::: Source material :::

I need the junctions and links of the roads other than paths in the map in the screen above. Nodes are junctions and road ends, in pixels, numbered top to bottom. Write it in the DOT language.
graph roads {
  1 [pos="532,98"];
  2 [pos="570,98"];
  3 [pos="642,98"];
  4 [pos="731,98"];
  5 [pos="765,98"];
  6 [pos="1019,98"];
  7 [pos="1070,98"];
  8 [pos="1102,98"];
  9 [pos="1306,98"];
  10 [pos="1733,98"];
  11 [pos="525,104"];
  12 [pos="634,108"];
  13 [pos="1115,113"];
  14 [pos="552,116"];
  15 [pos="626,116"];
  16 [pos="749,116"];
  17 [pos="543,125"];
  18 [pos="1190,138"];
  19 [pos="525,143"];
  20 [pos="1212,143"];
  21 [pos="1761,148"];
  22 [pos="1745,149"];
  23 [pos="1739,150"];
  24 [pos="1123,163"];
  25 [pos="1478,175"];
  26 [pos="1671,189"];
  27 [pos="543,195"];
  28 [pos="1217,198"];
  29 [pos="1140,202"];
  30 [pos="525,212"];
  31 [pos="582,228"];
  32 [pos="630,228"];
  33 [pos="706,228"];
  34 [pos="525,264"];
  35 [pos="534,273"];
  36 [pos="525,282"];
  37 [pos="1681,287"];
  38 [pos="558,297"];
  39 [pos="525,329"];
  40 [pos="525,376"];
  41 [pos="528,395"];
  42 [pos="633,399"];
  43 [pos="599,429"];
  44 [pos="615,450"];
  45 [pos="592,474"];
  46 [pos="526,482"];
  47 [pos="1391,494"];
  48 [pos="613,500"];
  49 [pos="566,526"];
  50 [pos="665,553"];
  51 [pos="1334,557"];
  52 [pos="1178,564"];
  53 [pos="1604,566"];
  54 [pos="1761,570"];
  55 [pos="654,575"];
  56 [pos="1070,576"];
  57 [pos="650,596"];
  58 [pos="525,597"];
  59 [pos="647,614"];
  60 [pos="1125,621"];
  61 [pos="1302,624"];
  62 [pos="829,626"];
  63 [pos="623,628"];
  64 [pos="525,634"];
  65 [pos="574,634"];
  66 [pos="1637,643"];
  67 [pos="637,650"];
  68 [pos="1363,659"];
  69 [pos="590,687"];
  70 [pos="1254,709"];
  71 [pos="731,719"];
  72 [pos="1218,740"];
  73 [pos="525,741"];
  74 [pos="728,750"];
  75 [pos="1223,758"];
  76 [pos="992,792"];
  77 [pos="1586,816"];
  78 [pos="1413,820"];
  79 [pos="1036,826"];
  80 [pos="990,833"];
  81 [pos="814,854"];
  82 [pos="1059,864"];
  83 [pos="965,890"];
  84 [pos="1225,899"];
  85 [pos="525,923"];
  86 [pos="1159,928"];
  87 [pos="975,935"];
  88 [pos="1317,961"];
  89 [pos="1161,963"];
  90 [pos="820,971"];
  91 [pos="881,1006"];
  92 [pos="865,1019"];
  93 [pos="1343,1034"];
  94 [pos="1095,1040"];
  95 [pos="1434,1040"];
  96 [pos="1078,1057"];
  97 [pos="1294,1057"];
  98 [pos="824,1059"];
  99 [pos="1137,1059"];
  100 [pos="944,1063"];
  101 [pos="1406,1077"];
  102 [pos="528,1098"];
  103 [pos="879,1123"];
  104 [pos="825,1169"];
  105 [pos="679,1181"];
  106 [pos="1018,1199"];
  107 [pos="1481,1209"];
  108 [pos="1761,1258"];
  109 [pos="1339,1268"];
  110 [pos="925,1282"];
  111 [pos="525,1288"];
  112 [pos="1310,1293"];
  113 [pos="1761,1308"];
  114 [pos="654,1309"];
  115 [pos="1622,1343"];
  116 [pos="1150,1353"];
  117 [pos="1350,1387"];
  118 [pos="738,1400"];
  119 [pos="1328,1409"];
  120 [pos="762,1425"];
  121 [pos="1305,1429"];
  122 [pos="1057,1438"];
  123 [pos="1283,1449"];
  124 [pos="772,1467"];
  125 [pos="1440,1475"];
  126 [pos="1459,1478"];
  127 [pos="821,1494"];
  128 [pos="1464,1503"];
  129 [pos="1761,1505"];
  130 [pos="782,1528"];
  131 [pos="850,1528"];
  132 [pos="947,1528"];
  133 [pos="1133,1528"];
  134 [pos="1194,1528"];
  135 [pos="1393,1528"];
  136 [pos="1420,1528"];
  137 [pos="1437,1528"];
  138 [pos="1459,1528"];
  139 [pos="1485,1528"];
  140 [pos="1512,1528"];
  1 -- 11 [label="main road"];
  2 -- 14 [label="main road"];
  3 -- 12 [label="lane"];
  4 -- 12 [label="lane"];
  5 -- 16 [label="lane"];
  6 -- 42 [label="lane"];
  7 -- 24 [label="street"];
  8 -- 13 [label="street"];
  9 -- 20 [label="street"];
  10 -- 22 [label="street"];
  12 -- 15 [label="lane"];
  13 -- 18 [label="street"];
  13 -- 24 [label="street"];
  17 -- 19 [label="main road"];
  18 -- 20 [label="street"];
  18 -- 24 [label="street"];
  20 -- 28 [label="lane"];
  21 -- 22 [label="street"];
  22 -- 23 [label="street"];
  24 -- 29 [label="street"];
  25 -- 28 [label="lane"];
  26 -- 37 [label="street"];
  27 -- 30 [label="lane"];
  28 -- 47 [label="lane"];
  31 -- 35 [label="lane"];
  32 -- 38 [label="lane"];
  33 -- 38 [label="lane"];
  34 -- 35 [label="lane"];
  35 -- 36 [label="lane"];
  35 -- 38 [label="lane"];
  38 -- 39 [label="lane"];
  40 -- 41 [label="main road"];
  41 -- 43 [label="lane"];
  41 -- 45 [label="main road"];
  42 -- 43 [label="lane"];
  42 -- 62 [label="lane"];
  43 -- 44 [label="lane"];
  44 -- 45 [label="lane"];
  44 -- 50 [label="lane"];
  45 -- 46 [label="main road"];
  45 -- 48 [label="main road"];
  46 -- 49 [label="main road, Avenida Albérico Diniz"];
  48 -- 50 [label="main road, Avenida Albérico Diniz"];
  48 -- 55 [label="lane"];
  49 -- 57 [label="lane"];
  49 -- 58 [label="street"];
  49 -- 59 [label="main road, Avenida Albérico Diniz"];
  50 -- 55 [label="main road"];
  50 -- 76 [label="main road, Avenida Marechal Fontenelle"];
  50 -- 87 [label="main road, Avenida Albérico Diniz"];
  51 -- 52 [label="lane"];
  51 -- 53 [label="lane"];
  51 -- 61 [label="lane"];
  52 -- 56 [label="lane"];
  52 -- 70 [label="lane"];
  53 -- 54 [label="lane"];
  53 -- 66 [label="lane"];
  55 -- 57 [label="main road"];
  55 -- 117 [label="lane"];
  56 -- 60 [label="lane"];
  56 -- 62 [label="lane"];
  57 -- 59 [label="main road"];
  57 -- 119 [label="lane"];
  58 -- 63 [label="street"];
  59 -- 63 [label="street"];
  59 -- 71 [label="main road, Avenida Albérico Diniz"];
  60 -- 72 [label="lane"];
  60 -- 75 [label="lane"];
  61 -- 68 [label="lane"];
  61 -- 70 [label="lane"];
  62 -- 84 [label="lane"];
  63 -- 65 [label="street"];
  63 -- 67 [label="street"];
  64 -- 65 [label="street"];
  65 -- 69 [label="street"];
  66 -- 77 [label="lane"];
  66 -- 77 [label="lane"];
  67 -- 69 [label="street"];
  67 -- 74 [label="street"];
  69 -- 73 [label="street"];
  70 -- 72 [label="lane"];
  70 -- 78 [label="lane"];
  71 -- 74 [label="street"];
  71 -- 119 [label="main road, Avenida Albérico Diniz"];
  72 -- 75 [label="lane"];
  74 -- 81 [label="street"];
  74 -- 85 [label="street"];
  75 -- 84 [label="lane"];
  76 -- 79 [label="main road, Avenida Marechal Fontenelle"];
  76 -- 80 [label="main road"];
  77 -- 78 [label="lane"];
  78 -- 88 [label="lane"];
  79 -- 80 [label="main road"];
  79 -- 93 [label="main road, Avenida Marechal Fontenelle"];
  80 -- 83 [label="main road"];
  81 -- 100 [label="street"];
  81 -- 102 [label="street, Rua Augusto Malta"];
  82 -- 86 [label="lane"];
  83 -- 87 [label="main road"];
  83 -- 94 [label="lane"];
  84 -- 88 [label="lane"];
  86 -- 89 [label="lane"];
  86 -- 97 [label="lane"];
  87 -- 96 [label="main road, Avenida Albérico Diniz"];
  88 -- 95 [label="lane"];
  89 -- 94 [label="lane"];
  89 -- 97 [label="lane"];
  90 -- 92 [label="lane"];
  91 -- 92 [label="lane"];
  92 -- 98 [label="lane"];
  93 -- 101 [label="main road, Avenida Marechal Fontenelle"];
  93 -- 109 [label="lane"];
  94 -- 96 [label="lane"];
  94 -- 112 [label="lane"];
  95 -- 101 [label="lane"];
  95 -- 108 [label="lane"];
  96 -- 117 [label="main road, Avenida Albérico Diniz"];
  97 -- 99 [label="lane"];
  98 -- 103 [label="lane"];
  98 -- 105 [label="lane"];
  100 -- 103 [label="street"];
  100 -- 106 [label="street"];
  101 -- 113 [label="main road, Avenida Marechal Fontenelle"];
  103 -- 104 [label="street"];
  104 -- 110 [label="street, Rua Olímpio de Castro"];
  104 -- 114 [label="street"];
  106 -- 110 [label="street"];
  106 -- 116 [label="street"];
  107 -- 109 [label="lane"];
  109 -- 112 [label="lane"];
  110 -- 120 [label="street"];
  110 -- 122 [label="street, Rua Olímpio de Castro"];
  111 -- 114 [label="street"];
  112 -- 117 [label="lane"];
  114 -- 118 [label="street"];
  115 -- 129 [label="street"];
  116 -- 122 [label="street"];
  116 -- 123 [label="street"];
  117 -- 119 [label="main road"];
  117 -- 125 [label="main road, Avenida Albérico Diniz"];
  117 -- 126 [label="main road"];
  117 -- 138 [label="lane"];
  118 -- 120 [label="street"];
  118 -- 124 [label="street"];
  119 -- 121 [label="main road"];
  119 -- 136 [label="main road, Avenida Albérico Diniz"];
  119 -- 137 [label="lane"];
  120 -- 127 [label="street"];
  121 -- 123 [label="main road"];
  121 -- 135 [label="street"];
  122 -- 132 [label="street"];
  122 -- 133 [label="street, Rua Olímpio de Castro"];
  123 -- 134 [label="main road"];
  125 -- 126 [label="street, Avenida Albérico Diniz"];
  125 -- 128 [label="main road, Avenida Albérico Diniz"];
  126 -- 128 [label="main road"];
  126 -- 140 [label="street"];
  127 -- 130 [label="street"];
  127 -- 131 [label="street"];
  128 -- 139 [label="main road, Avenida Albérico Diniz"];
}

:::

- About this exercise: Go through the records. Copy each line where "Fontenelle" appears.

- Response area:
  50 -- 76 [label="main road, Avenida Marechal Fontenelle"];
  76 -- 79 [label="main road, Avenida Marechal Fontenelle"];
  79 -- 93 [label="main road, Avenida Marechal Fontenelle"];
  93 -- 101 [label="main road, Avenida Marechal Fontenelle"];
  101 -- 113 [label="main road, Avenida Marechal Fontenelle"];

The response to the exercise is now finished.